Michael O'Connor (born 8 October 1960) is an Irish former football player and manager.

Club career
O'Connor made his League of Ireland debut for Athlone Town on 4 March 1979. During his time at St Mel's Park he was twice top scorer in the League of Ireland in 1981/82 and 1984/85. He is also the all-time leading scorer for Athlone.

He scored in the Parken Stadium in the first round of the 1981–82 European Cup.

O'Connor signed for Shamrock Rovers in October 1985 and made his debut in a 3–0 win over Bohemians on 27 October. He scored his first goal for the Hoops on 17 November 1985 at Home Farm. He played in a memorable friendly win over Arsenal in February 1986 when his fellow Athlone man and ex-teammate Noel Larkin scored the winner.

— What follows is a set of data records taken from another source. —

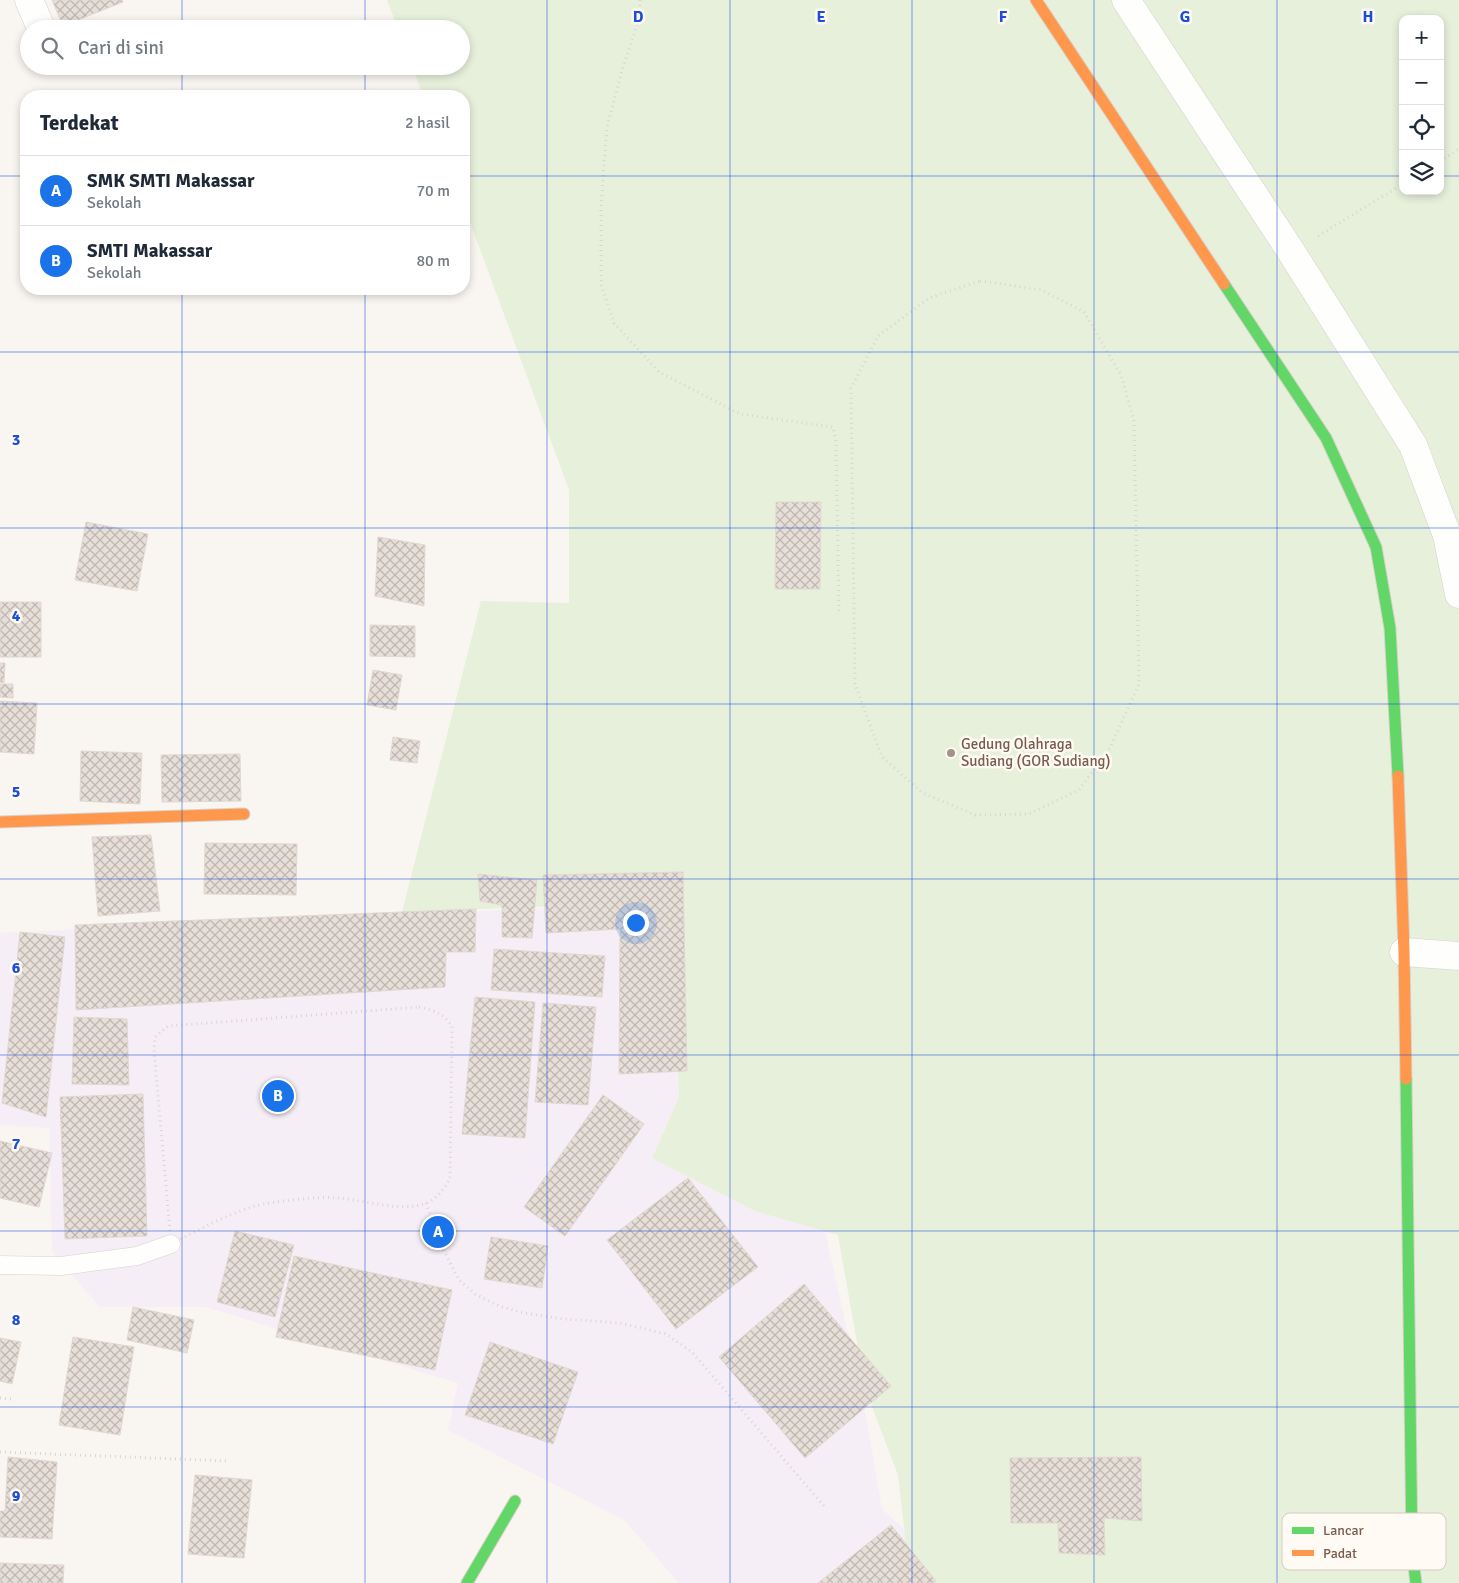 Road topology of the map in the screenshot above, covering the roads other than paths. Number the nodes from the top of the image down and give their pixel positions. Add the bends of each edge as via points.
1 (29, 0) edge
2 (1036, 0) edge
3 (1126, 0) edge
4 (38, 20) edge
5 (1459, 594) edge
6 (244, 814) dead end
7 (0, 822) edge
8 (1404, 952) junction
9 (1459, 956) edge
10 (171, 1244) road end
11 (0, 1265) edge
12 (515, 1502) dead end
13 (1411, 1513) edge
14 (1414, 1570) edge
15 (467, 1583) edge
16 (1416, 1583) edge

1 - 4 street
2 - 8 street via 1326,438 1376,547 1390,628
3 - 5 street via 1413,445 1447,535
6 - 7 street
8 - 9 street
8 - 13 street
10 - 11 lane via 137,1256 61,1266
12 - 15 street
14 - 16 street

He played no part of the 1986/87 season due to a broken leg. He made one appearance in the European Cup in September 1987.

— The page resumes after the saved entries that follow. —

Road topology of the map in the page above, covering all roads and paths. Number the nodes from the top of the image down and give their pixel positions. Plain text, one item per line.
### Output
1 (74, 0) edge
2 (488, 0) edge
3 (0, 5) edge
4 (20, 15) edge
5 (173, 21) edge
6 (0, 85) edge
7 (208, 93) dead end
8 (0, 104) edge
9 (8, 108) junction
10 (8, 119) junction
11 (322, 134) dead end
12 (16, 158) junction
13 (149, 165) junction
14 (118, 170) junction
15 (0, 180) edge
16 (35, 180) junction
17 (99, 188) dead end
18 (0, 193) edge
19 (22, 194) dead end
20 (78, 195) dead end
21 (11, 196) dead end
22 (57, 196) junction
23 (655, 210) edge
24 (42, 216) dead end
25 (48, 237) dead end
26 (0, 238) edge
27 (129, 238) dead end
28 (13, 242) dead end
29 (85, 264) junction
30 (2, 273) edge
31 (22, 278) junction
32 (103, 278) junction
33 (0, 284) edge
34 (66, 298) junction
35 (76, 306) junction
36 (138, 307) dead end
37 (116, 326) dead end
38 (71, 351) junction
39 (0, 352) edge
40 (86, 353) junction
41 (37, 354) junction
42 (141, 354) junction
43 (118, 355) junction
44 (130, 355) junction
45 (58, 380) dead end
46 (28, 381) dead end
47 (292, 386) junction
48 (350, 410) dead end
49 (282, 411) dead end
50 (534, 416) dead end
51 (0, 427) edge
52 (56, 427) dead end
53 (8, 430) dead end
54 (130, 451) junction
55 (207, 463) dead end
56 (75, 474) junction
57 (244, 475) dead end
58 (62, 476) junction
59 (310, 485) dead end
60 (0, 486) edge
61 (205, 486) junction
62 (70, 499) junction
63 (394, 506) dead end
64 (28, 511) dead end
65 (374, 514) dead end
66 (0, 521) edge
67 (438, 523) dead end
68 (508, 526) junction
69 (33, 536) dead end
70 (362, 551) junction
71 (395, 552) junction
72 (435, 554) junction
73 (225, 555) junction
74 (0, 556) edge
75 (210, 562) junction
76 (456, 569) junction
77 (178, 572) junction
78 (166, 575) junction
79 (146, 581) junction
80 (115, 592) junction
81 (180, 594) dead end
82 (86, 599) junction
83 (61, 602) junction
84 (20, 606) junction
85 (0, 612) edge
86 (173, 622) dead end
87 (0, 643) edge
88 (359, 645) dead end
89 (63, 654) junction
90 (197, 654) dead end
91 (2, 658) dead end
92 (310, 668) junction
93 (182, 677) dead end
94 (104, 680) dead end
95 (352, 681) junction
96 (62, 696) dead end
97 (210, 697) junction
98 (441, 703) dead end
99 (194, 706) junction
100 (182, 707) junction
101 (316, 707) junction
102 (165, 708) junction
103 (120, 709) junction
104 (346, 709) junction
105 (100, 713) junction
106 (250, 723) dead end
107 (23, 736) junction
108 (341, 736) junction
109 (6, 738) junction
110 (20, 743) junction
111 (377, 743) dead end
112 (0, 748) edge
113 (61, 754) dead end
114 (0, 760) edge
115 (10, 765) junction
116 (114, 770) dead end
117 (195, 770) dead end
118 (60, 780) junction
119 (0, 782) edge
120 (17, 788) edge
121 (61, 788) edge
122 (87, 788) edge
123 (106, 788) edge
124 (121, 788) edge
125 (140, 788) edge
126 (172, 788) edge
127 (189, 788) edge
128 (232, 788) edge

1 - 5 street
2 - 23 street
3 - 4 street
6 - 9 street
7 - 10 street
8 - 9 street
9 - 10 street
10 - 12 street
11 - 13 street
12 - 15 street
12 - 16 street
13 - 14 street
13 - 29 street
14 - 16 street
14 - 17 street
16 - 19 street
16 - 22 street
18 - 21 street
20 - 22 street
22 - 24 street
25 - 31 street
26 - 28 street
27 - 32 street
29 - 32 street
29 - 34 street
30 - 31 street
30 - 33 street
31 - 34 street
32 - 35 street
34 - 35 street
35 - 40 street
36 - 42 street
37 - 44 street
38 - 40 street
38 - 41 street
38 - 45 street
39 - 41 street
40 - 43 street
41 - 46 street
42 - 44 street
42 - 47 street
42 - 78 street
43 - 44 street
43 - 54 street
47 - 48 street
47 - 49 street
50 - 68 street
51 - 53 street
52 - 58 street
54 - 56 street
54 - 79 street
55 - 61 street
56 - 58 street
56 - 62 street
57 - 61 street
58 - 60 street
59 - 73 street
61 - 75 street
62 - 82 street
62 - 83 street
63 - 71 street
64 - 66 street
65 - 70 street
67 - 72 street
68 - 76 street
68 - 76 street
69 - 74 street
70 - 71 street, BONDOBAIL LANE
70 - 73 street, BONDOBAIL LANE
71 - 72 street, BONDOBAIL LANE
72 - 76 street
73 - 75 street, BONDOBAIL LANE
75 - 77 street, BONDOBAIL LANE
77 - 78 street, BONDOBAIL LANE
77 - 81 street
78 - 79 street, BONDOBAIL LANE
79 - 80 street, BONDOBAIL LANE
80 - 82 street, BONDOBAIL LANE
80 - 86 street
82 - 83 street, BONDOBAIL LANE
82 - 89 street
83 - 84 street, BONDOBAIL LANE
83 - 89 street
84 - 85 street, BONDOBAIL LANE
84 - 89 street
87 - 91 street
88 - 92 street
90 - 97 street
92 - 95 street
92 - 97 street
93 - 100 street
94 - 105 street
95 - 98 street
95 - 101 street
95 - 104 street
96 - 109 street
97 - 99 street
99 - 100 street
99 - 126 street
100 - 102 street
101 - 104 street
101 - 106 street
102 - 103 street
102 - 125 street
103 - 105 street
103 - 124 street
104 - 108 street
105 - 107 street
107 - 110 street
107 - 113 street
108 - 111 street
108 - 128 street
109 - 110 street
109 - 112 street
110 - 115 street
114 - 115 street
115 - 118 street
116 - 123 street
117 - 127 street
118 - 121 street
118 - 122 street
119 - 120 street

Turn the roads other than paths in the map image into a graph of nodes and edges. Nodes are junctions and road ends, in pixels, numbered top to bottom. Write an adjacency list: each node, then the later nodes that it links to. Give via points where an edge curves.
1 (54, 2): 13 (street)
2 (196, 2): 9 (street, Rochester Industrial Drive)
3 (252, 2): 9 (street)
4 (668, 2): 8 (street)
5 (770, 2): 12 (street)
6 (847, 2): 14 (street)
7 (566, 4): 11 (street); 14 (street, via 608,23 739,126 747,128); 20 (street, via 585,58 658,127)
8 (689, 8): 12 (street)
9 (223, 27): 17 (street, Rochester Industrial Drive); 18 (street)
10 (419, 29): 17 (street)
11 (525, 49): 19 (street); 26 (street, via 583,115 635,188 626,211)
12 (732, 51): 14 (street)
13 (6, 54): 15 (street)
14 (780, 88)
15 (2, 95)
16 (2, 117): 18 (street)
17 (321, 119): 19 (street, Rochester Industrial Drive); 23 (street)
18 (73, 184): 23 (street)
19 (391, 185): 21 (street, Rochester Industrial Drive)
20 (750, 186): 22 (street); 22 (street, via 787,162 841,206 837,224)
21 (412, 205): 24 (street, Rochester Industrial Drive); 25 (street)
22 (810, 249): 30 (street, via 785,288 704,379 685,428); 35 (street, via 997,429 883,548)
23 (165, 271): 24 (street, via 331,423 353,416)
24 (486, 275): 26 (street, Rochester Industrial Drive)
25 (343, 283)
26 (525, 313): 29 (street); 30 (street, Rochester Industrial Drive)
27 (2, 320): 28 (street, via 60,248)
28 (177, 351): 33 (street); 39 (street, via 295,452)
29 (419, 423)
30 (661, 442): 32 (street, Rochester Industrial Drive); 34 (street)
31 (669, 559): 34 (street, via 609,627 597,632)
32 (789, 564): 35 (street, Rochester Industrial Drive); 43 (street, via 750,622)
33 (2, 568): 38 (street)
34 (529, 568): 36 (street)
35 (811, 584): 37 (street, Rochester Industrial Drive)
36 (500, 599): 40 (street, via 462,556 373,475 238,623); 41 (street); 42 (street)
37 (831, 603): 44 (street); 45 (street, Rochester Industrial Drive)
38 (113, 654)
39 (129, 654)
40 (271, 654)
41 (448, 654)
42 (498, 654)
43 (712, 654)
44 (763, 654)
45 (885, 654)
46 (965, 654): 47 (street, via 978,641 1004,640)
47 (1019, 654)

He left in October 1987 to sign for his brother Turlough O'Connor at Dundalk where he stayed for one season before returning to his hometown club.

In May 1995 he scored the decisive penalty to keep Athlone in the Premier Division.

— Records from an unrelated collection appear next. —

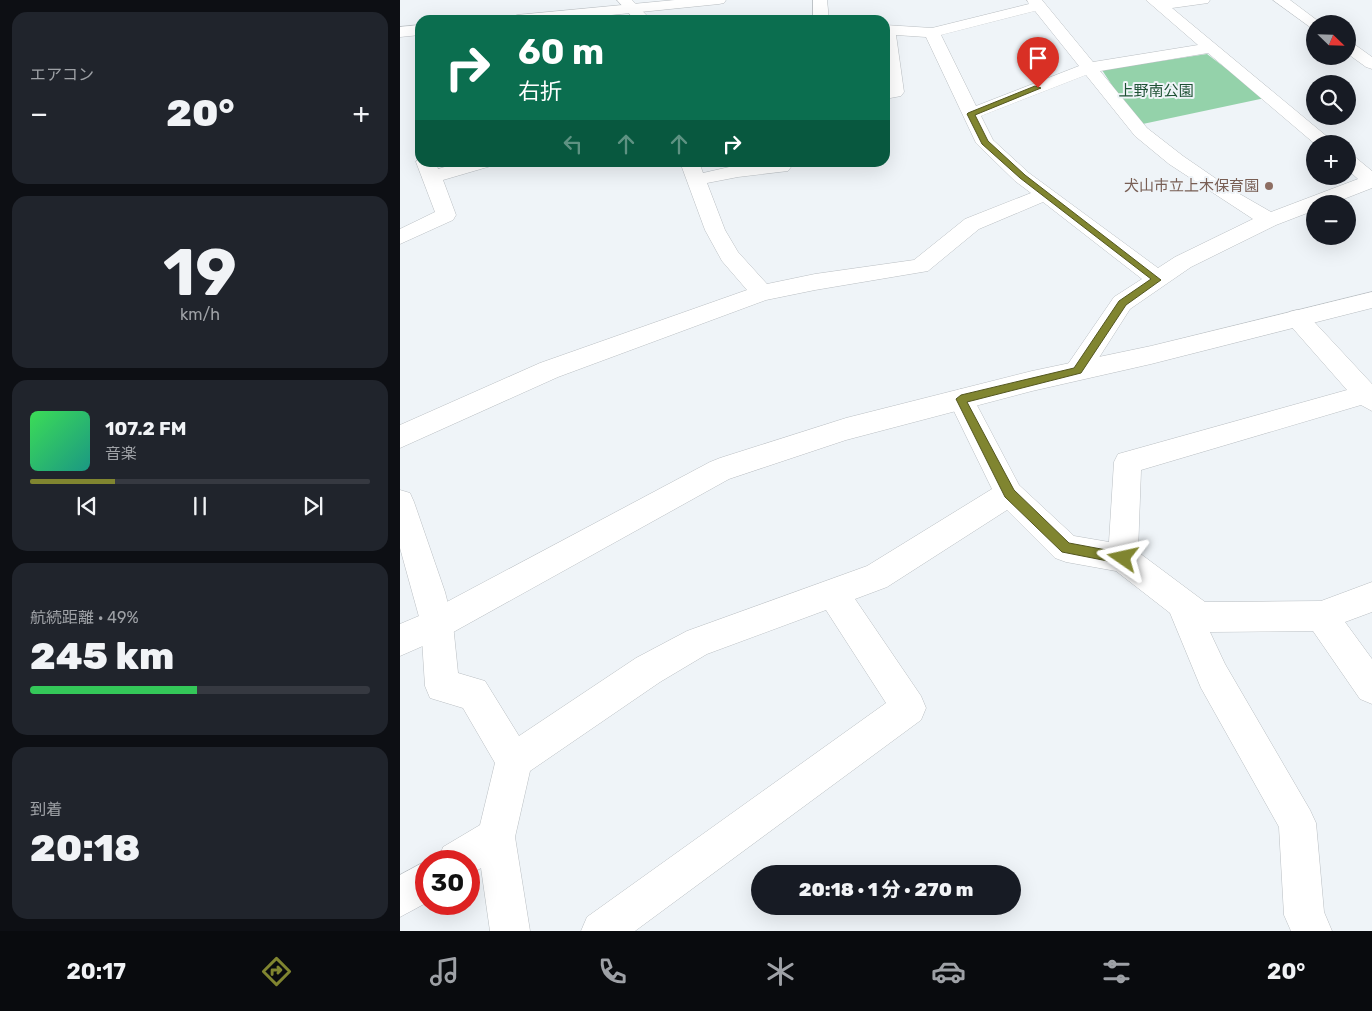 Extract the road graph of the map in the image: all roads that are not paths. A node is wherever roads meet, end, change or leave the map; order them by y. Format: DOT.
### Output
graph roads {
  1 [pos="719,0"];
  2 [pos="820,0"];
  3 [pos="1203,0"];
  4 [pos="1280,0"];
  5 [pos="1156,2"];
  6 [pos="1036,3"];
  7 [pos="627,4"];
  8 [pos="551,15"];
  9 [pos="638,15"];
  10 [pos="820,15"];
  11 [pos="1306,18"];
  12 [pos="415,30"];
  13 [pos="890,30"];
  14 [pos="400,32"];
  15 [pos="932,33"];
  16 [pos="1210,48"];
  17 [pos="890,51"];
  18 [pos="1356,53"];
  19 [pos="1372,64"];
  20 [pos="1088,68"];
  21 [pos="890,93"];
  22 [pos="970,114"];
  23 [pos="1316,135"];
  24 [pos="427,167"];
  25 [pos="781,167"];
  26 [pos="1356,167"];
  27 [pos="693,171"];
  28 [pos="1372,181"];
  29 [pos="1046,194"];
  30 [pos="1269,220"];
  31 [pos="400,237"];
  32 [pos="1157,280"];
  33 [pos="762,293"];
  34 [pos="1372,300"];
  35 [pos="1297,318"];
  36 [pos="1077,371"];
  37 [pos="1369,397"];
  38 [pos="961,399"];
  39 [pos="400,437"];
  40 [pos="1009,494"];
  41 [pos="400,502"];
  42 [pos="1123,558"];
  43 [pos="833,593"];
  44 [pos="1372,597"];
  45 [pos="1182,604"];
  46 [pos="1321,616"];
  47 [pos="437,624"];
  48 [pos="400,640"];
  49 [pos="1372,687"];
  50 [pos="514,760"];
  51 [pos="496,837"];
  52 [pos="475,850"];
  53 [pos="415,888"];
  54 [pos="400,897"];
  55 [pos="510,931"];
  56 [pos="601,931"];
  57 [pos="1312,931"];
  1 -- 7 [label="street"];
  2 -- 10 [label="street"];
  3 -- 5 [label="street"];
  4 -- 11 [label="street"];
  5 -- 16 [label="street"];
  6 -- 15 [label="street"];
  6 -- 20 [label="street"];
  7 -- 8 [label="street"];
  7 -- 9 [label="street"];
  12 -- 14 [label="street"];
  13 -- 15 [label="street"];
  15 -- 22 [label="street"];
  16 -- 20 [label="street"];
  16 -- 23 [label="street"];
  17 -- 21 [label="street"];
  18 -- 19 [label="street"];
  20 -- 22 [label="street"];
  20 -- 30 [label="street"];
  22 -- 29 [label="street"];
  24 -- 31 [label="street"];
  25 -- 27 [label="street"];
  26 -- 28 [label="street"];
  27 -- 33 [label="street"];
  28 -- 30 [label="street"];
  29 -- 32 [label="street"];
  29 -- 33 [label="street"];
  30 -- 32 [label="street"];
  32 -- 36 [label="street"];
  33 -- 39 [label="street"];
  34 -- 35 [label="street"];
  35 -- 36 [label="street"];
  35 -- 37 [label="street"];
  36 -- 38 [label="street"];
  37 -- 42 [label="street"];
  38 -- 40 [label="street"];
  38 -- 47 [label="street"];
  40 -- 42 [label="street"];
  40 -- 43 [label="street"];
  41 -- 47 [label="street"];
  42 -- 45 [label="street"];
  43 -- 50 [label="street"];
  43 -- 56 [label="street"];
  44 -- 46 [label="street"];
  45 -- 46 [label="street"];
  45 -- 57 [label="street"];
  46 -- 49 [label="street"];
  47 -- 48 [label="street"];
  47 -- 50 [label="street"];
  50 -- 51 [label="street"];
  51 -- 52 [label="street"];
  51 -- 55 [label="street"];
  53 -- 54 [label="street"];
}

At the end of the 2012 League of Ireland season O'Connor is joint twenty seventh in the all-time League of Ireland goalscoring list with 117 league goals

International career
On 25 February 1981, O'Connor played for Republic of Ireland U21 at Anfield.

Management
In May 1992 O'Connor was appointed player manager at Athlone Town.
In the 1993–94 League of Ireland First Division season he guided them to promotion.

However they got relegated by penalties in 1996 with Michael retiring as a player and resigning as manager.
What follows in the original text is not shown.